Four hours of hell later I landed, shortly after 6 a.m. in the Windy City. I went to baggage claim and leaned over waiting for my luggage. I think I finally fell asleep there. I got to my mom's house and crawled into her bed as she was leaving for work. I slept for several more hours with my cell phone next to my head. It rang four times and I never heard it.
Well, I learned my lesson. I booked my plane ticket last week to Washington, D.C. I will be traveling during the day, folks. Late morning departure, early evening arrival. Will I be bored on the plane? Probably.
But when I get there I hope to procure a job at an unnamed D.C.-based national paper. My life has the potential to be cool. Also, I'll get to see some people.
The Old Farmer's Almanac says the average temperature will be 56 degrees on October 19 and I couldn't be more excited.
3 Comments:
The Postal Service: righteous.
Did security really pat you down? You don't seem like the suspicious terrorist type. Maybe they were just trying to feel you up, in which case you should have decked one of them.
Of course, you'd probably have missed your flight if you went that route.
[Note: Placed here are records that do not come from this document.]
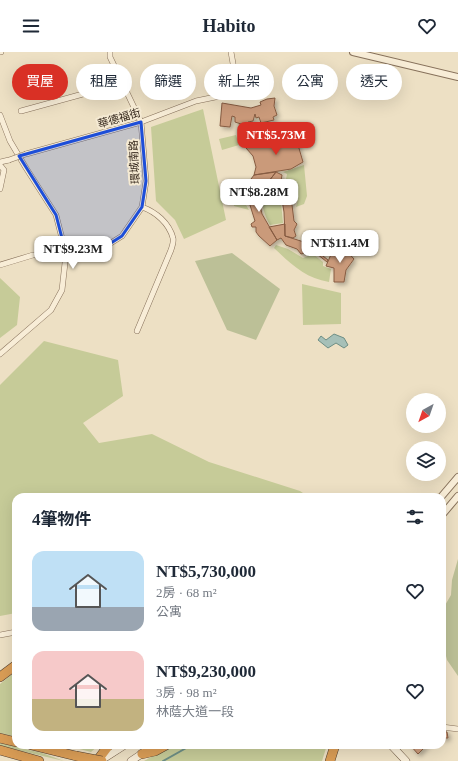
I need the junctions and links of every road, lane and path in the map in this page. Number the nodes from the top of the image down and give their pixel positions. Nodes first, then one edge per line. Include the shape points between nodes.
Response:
1 (110, 52) edge
2 (231, 52) edge
3 (353, 52) edge
4 (113, 64) edge
5 (233, 64) edge
6 (458, 77) edge
7 (76, 95) edge
8 (204, 99) edge
9 (131, 100) edge
10 (21, 110) dead end
11 (0, 115) edge
12 (141, 122) junction
13 (0, 162) edge
14 (0, 166) edge
15 (0, 189) edge
16 (142, 207) junction
17 (66, 254) junction
18 (0, 265) edge
19 (138, 331) dead end
20 (0, 354) edge
21 (458, 477) edge
22 (444, 493) edge
23 (458, 496) edge
24 (446, 510) edge
25 (12, 632) edge
26 (0, 634) edge
27 (12, 668) edge
28 (0, 677) edge
29 (446, 728) edge
30 (458, 729) edge
31 (0, 738) edge
32 (12, 741) edge
33 (47, 749) edge
34 (59, 749) edge
35 (106, 749) edge
36 (119, 749) edge
37 (149, 749) edge
38 (159, 749) edge
39 (334, 749) edge
40 (395, 749) edge
41 (0, 750) edge
42 (142, 754) junction
43 (76, 756) junction
44 (39, 761) edge
45 (97, 761) edge
46 (101, 761) edge
47 (130, 761) edge
48 (330, 761) edge
49 (406, 761) edge

1 - 4 street, 環城南路
2 - 5 street
3 - 6 street
7 - 10 street
8 - 12 street, 華德福街
9 - 12 street, 環城南路
11 - 17 street via 10,141 56,215
12 - 13 street, 華德福街, bridge
12 - 16 street, 環城南路 via 146,181
14 - 15 street via 4,170
16 - 17 street, 環城南路 via 122,236 95,252
16 - 19 street via 154,212 164,222 173,238 171,250
17 - 18 street, 環城南路 via 33,255
17 - 20 street via 62,290 51,310
21 - 22 street
23 - 24 street
25 - 26 street
27 - 28 highway
29 - 30 street
31 - 32 highway
33 - 43 highway
34 - 43 highway
35 - 45 highway
36 - 46 main road
37 - 42 main road
38 - 42 highway
39 - 48 highway
40 - 49 main road
41 - 44 highway
42 - 47 main road
43 - 46 highway, bridge

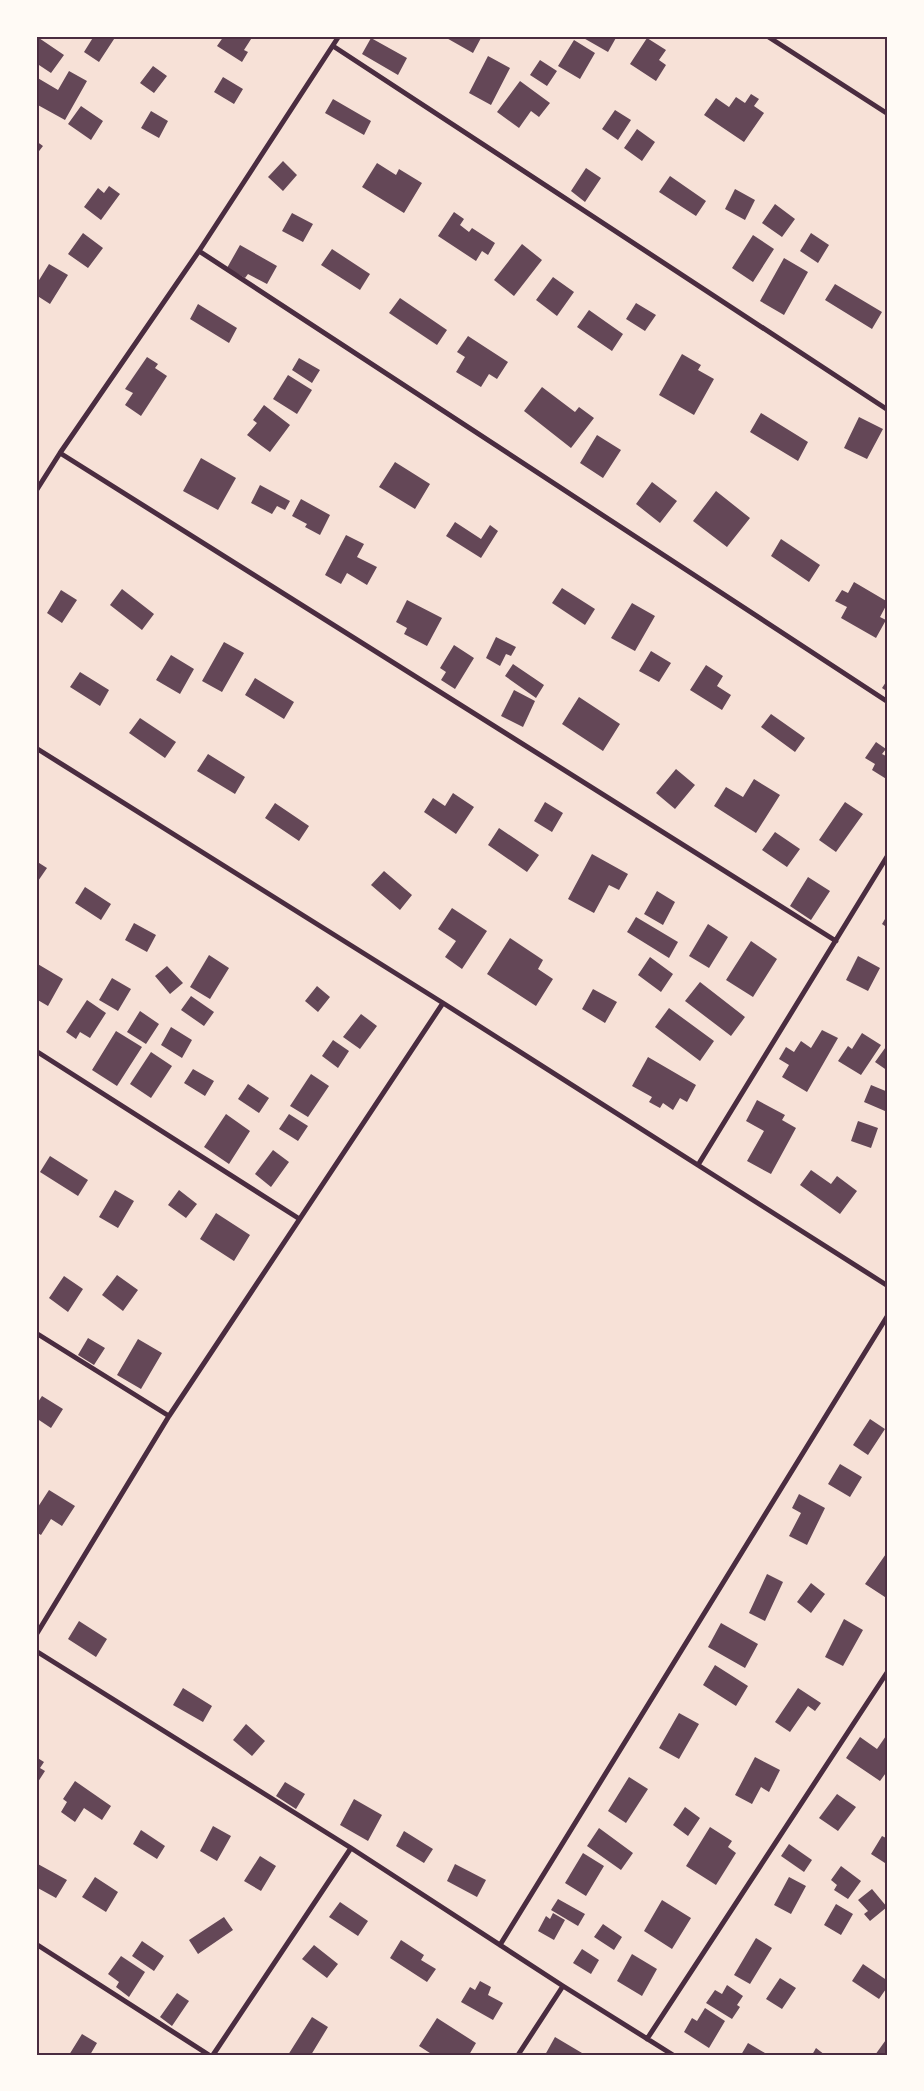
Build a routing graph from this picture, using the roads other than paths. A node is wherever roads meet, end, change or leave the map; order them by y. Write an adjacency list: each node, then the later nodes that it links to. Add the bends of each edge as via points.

Security has pat me down every time I've flown since I was 13. I wear this bracelet, that in addition to never coming off my wrist because I grew, is made of 200 lbs. of sterling silver. It could be a weapon really.
By the way, I just spend way too long trying to decide if it was pat or patted. I think it's pat even though it is past indicative (that's right, I know linguistics, thank you French Professeur).
Oh, and for those of you that are confused, I'm flying Oct. 19. Not today. Although today would be cool.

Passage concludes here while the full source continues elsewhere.